▸ Records for this task:
═══
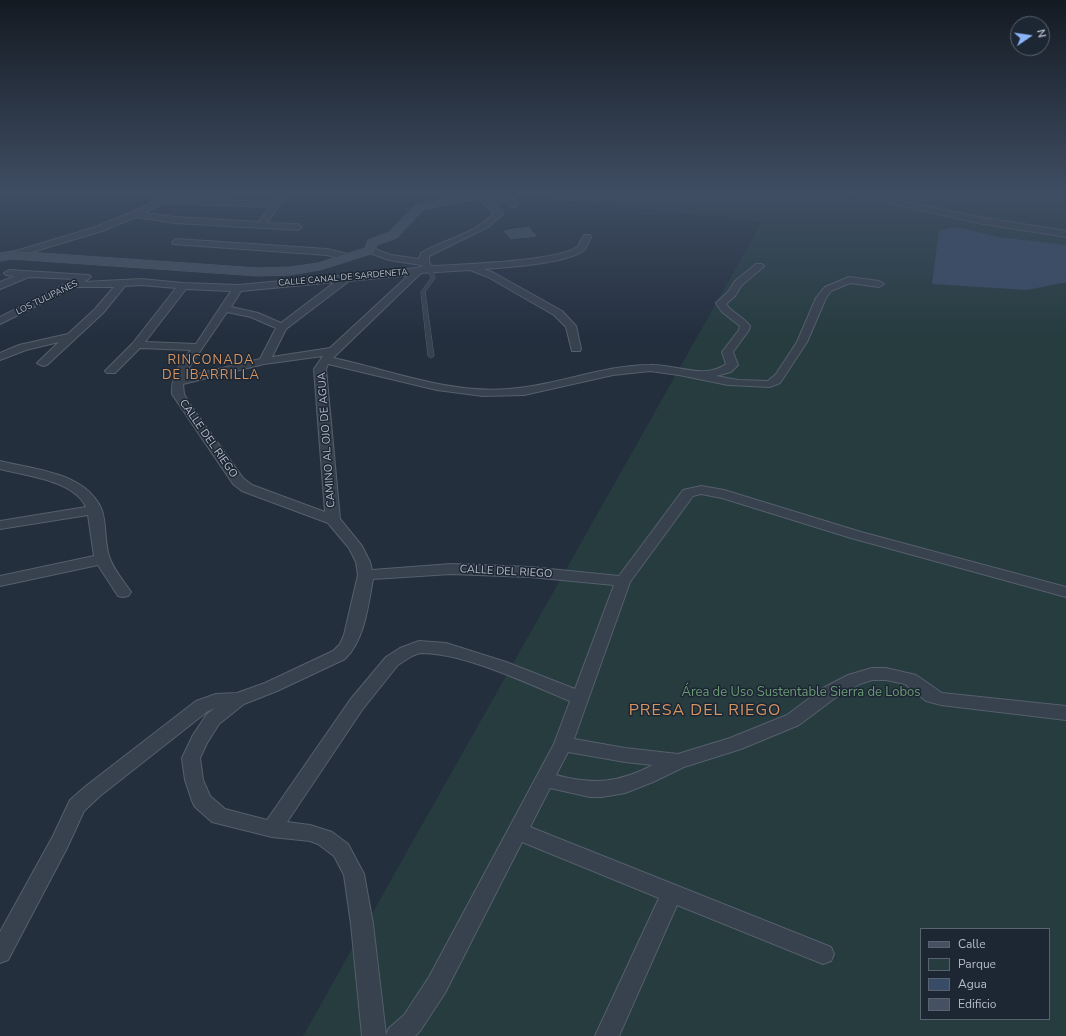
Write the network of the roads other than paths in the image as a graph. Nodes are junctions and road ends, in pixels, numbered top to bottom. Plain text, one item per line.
1 (56, 241) edge
2 (376, 241) edge
3 (450, 241) edge
4 (584, 241) edge
5 (176, 242) dead end
6 (370, 250) junction
7 (6, 256) edge
8 (349, 257) junction
9 (759, 266) dead end
10 (471, 267) junction
11 (424, 268) junction
12 (9, 273) dead end
13 (27, 274) junction
14 (348, 278) junction
15 (76, 280) junction
16 (122, 283) junction
17 (879, 284) dead end
18 (0, 286) edge
19 (183, 286) junction
20 (238, 288) junction
21 (225, 309) junction
22 (0, 321) edge
23 (282, 326) junction
24 (73, 336) junction
25 (137, 345) junction
26 (199, 347) junction
27 (576, 349) dead end
28 (329, 355) junction
29 (431, 356) dead end
30 (0, 357) edge
31 (264, 361) junction
32 (44, 363) dead end
33 (111, 371) dead end
34 (701, 375) junction
35 (177, 382) junction
36 (0, 466) edge
37 (95, 510) junction
38 (333, 520) junction
39 (0, 525) edge
40 (103, 559) junction
41 (366, 576) junction
42 (0, 581) edge
43 (623, 581) junction
44 (123, 592) dead end
45 (1066, 592) edge
46 (238, 698) junction
47 (579, 698) junction
48 (1066, 713) edge
49 (563, 744) junction
50 (678, 761) junction
51 (545, 779) junction
52 (272, 829) junction
53 (518, 831) junction
54 (672, 894) junction
55 (0, 953) edge
56 (823, 954) dead end
57 (374, 1036) edge
58 (397, 1036) edge
59 (607, 1036) edge

1 - 7 street
2 - 6 street
3 - 11 street
4 - 10 street
5 - 8 street
6 - 8 street
6 - 11 street
7 - 8 street
9 - 34 street
10 - 11 street, CALLE CANAL DE SARDENETA
10 - 27 street, CALLE CANAL DE SARDENETA
11 - 14 street, CALLE CANAL DE SARDENETA
11 - 28 street
11 - 29 lane
12 - 13 street, CALLE CANAL DE SARDENETA
13 - 15 street, CALLE CANAL DE SARDENETA
13 - 18 street
14 - 20 street, CALLE CANAL DE SARDENETA
14 - 23 street
15 - 16 street, CALLE CANAL DE SARDENETA
15 - 22 street, LOS TULIPANES
16 - 19 street, CALLE CANAL DE SARDENETA
16 - 24 street
17 - 34 street
19 - 20 street, CALLE CANAL DE SARDENETA
19 - 25 street
20 - 21 street
21 - 23 street
21 - 26 street
23 - 31 street
24 - 30 street
24 - 32 street
25 - 26 street
25 - 33 street
26 - 35 street
28 - 31 street
28 - 34 street
28 - 38 street, CAMINO AL OJO DE AGUA
31 - 35 street
35 - 38 street, CALLE DEL RIEGO
36 - 37 street
37 - 39 street
37 - 40 street
38 - 41 street
40 - 42 street
40 - 44 street
41 - 43 street, CALLE DEL RIEGO
41 - 46 street
43 - 45 street
43 - 47 street
46 - 52 street
46 - 55 street
47 - 49 street
47 - 52 street
48 - 50 street
49 - 50 street
49 - 51 street
50 - 51 street
51 - 53 street
52 - 57 street
53 - 54 street
53 - 58 street
54 - 56 street
54 - 59 street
═══
▸ What is being asked: Give back each entry exactly as it appears, with no pictures.

▸ Answer for this exercise:
Write the network of the roads other than paths in the image as a graph. Nodes are junctions and road ends, in pixels, numbered top to bottom. Plain text, one item per line.
1 (56, 241) edge
2 (376, 241) edge
3 (450, 241) edge
4 (584, 241) edge
5 (176, 242) dead end
6 (370, 250) junction
7 (6, 256) edge
8 (349, 257) junction
9 (759, 266) dead end
10 (471, 267) junction
11 (424, 268) junction
12 (9, 273) dead end
13 (27, 274) junction
14 (348, 278) junction
15 (76, 280) junction
16 (122, 283) junction
17 (879, 284) dead end
18 (0, 286) edge
19 (183, 286) junction
20 (238, 288) junction
21 (225, 309) junction
22 (0, 321) edge
23 (282, 326) junction
24 (73, 336) junction
25 (137, 345) junction
26 (199, 347) junction
27 (576, 349) dead end
28 (329, 355) junction
29 (431, 356) dead end
30 (0, 357) edge
31 (264, 361) junction
32 (44, 363) dead end
33 (111, 371) dead end
34 (701, 375) junction
35 (177, 382) junction
36 (0, 466) edge
37 (95, 510) junction
38 (333, 520) junction
39 (0, 525) edge
40 (103, 559) junction
41 (366, 576) junction
42 (0, 581) edge
43 (623, 581) junction
44 (123, 592) dead end
45 (1066, 592) edge
46 (238, 698) junction
47 (579, 698) junction
48 (1066, 713) edge
49 (563, 744) junction
50 (678, 761) junction
51 (545, 779) junction
52 (272, 829) junction
53 (518, 831) junction
54 (672, 894) junction
55 (0, 953) edge
56 (823, 954) dead end
57 (374, 1036) edge
58 (397, 1036) edge
59 (607, 1036) edge

1 - 7 street
2 - 6 street
3 - 11 street
4 - 10 street
5 - 8 street
6 - 8 street
6 - 11 street
7 - 8 street
9 - 34 street
10 - 11 street, CALLE CANAL DE SARDENETA
10 - 27 street, CALLE CANAL DE SARDENETA
11 - 14 street, CALLE CANAL DE SARDENETA
11 - 28 street
11 - 29 lane
12 - 13 street, CALLE CANAL DE SARDENETA
13 - 15 street, CALLE CANAL DE SARDENETA
13 - 18 street
14 - 20 street, CALLE CANAL DE SARDENETA
14 - 23 street
15 - 16 street, CALLE CANAL DE SARDENETA
15 - 22 street, LOS TULIPANES
16 - 19 street, CALLE CANAL DE SARDENETA
16 - 24 street
17 - 34 street
19 - 20 street, CALLE CANAL DE SARDENETA
19 - 25 street
20 - 21 street
21 - 23 street
21 - 26 street
23 - 31 street
24 - 30 street
24 - 32 street
25 - 26 street
25 - 33 street
26 - 35 street
28 - 31 street
28 - 34 street
28 - 38 street, CAMINO AL OJO DE AGUA
31 - 35 street
35 - 38 street, CALLE DEL RIEGO
36 - 37 street
37 - 39 street
37 - 40 street
38 - 41 street
40 - 42 street
40 - 44 street
41 - 43 street, CALLE DEL RIEGO
41 - 46 street
43 - 45 street
43 - 47 street
46 - 52 street
46 - 55 street
47 - 49 street
47 - 52 street
48 - 50 street
49 - 50 street
49 - 51 street
50 - 51 street
51 - 53 street
52 - 57 street
53 - 54 street
53 - 58 street
54 - 56 street
54 - 59 street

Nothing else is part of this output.